He’s doing Richard X. Or Chaka Khan? Either way, that’s really not embarrassing. This was such a cop out. Plus, he’s singing it really well with pleasant wailing straight off the bat followed by a great deal of pleasant growling. The only ‘guilty’ part of the pleasure is that he’s doing some silly ballad arrangement of it. It’s like a Live Lounge cover that doesn’t quite work. So, like most Live Lounge covers then. Plus, he’s not Chaka. Oh and he’s wearing a dreadful, luminous red suit. Plus, again, 90s pop rapper jewellery and 90s pop rapper hair. He looks like Flavor Flav with fewer STDs and much more weight.
Louis loves the new arrangement and all the bells & whistles. He condoles Paije for his ‘very difficult personal week’ and Paije carries on grinning, even though tears win votes. Cheryl thought it was ‘the most confidence performance,’ even though we assume she was taught some grammar at school. Simon rightly hates the outfit, is indifferent to the performance but loves the ridiculous runs.

6. TREYC – A sourpuss
We are forced to rewatch her screaming tunelessly Purple Rain. The judges pretend she has a good voice and that all she needs to do is be a good performer as well. She seems to believe this lie too.
She’s doing Whole Lotta Love – it’s not the awkward, reviled Mary J Blige version but a more straightforward cover. So, not a guilty pleasure. She’s wearing a dress with pom poms for shoulders, which someone should feel guilty about. Before seeking new employment.

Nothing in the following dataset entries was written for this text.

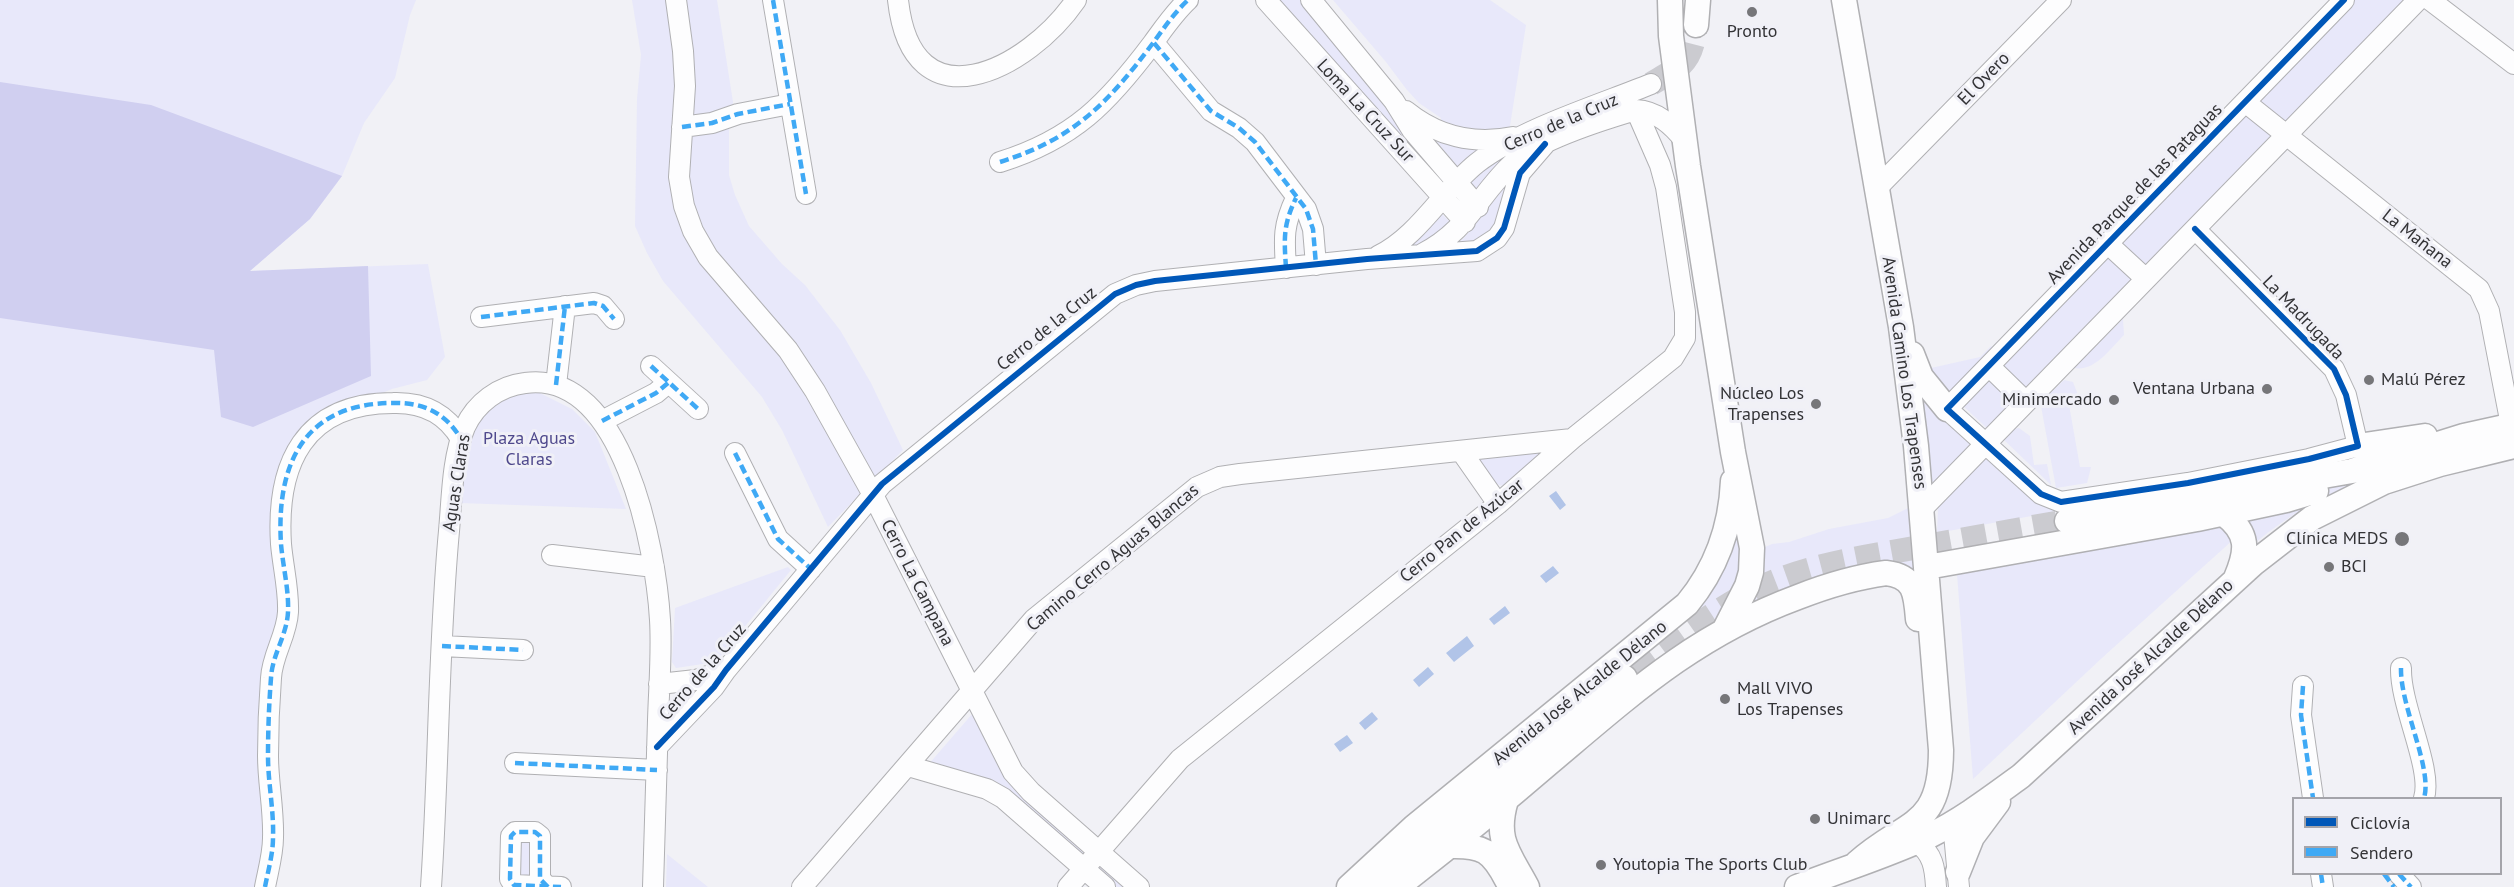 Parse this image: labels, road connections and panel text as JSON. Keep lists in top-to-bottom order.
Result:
{
  "streets": {
    "main road": ["Avenida Camino Los Trapenses", "Avenida José Alcalde Délano"],
    "street": [
      "El Overo",
      "Loma La Cruz Sur",
      "Cerro de la Cruz",
      "Avenida Parque de las Pataguas",
      "La Mañana",
      "La Madrugada",
      "Aguas Claras",
      "Cerro Pan de Azúcar",
      "Camino Cerro Aguas Blancas",
      "Cerro La Campana"
    ]
  },
  "crossings": [
    ["El Overo", "Avenida Camino Los Trapenses"],
    ["Loma La Cruz Sur", "Cerro de la Cruz"],
    ["Cerro de la Cruz", "Aguas Claras"],
    ["Cerro de la Cruz", "Cerro Pan de Azúcar"],
    ["Cerro de la Cruz", "Cerro La Campana"],
    ["Avenida Parque de las Pataguas", "La Mañana"],
    ["La Mañana", "Avenida José Alcalde Délano"],
    ["Avenida Camino Los Trapenses", "Avenida José Alcalde Délano"],
    ["Cerro Pan de Azúcar", "Camino Cerro Aguas Blancas"],
    ["Cerro Pan de Azúcar", "Cerro La Campana"],
    ["Camino Cerro Aguas Blancas", "Cerro La Campana"]
  ],
  "parks": ["Plaza Aguas Claras"],
  "places": [
    "Pronto",
    "Malú Pérez",
    "Ventana Urbana",
    "Minimercado",
    "Núcleo Los Trapenses",
    "Clínica MEDS",
    "BCI",
    "Mall VIVO Los Trapenses",
    "Unimarc",
    "Youtopia The Sports Club"
  ],
  "legend": ["Ciclovía", "Sendero"]
}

For much of it, her voice has never sounded better but she’s lost among the gay dancers and the trannyness of her costume. The power note is a bit offkilter almost as if she wanted to abort. Then the pained shrill screaming comes in. Why won’t the judges tell her this sounds unpleasant? Oh wait, they think Mary Byrne is a good singer.
Louis likes the rock chick but Simon didn’t think she nailed the big notes. Finally. The public decide she’s a worse singer than Wagner and she ends up in the bottom two. It’s good to know that tuneless shrieking does not go unpunished. (Also, saying things like ‘I was great and the audience loved it’ when you walk offstage will not win friends and influence people either.) She covers Jennifer Hudson note for note and sounds just a little bit worse than Jennifer Hudson, note for note. Not terrible, but just worse. It’s a marked improvement on her other performances though: being a rentakit diva is clearly her wheelhouse.

7. AIDEN – A killer whale
In his VT, we are made to watch John Lennon’s second murder when Aiden took on Jealous Guy last week. His terrible vocals and then him pulling the faces of a teenage girl do nothing to make me dislike him less. He says he comes across a bit awkward then snickers awkwardly. He clearly has no intention of changing, does he? At least Leon pretended to be less of a misery! Simon thinks Aidan needs to go back to where he was week one. What, caterwauling and looking like a Tim Burton child killer? Oh yes, let’s go back to that.
He’s doing Shirley Bassey. I bet this was his choice. He’s staring at the floor but trying to look up and trying to smile. I think it’s his first time doing so. He looks just like Norman Bates at the end of Psycho – just before the credits roll and they pull the corpse’s car out of the muddy lake. Or Hannibal Lecter – just before he sniffs Clarice. It’s strange – and not unpleasant – hearing him sing in full voice, albeit affectedly, rather than just whining affectedly. On the power note, he looks like he’s been stabbed. Possibly by Cher. At other points, he curls up his lip like he’s Elvis after he’s eaten some off prawns. He sounds okay I guess – just as he does when you listen to his ‘Mad World’ cover - but he looks like a bell-end.
Cheryl Cole says Aidan was intense and that not everyone would ‘get it.’ As if some people don’t ‘get’ popstars who look psychotic. Aidan’s mentor – or is it social worker? Or parole officer? - claims it was Arctic Monkeys doing Shirley Bassey. I’m not sure they deserve the blame for any of this. I didn’t like this performance and, if I could, I would put Aidan on the naughty step for twenty minutes. Although when his last babysitter did that she suffered a terrible ‘accident’ so maybe it would be foolhardy. “I was going to sew her head back on, Mummy! Honestly I was!”

8. MARY – A regular whale
We see a VT of her weeping and forgetting her words. Again.
I feel it’s time for a recap on Mary. Can’t stop weeping. Can’t sing. Can’t remember her words. Can’t dance because of her t’robbing arthritis. Why is she popular again?
She sings more Shirley Bassey in her bizarre pub singer voice. Bellowing without feeling and pronouncing everything in a strange half-Americna, half-Irish accent. ‘Geeve’ is the most irritating example. The final power note is fine and very close to the Tom Jones original but, to use a Simon phrase, watching it was a bit like eating water. Boring and difficult.
Mary doesn’t weep or look happy when they cheer, probably because she’s come to expect it. She won’t be so smug now Louis has been on Xtra Factor saying Matt will win and Mary should be glad to make the final. Dannii wants to hear some current songs and Simon – for once – agrees with her and backs her up. And kind of completely goes back on his advice last week when he said she should do the same reheated shit every week. Simon is no consistent male role model for all the fatherless sons watching, is he?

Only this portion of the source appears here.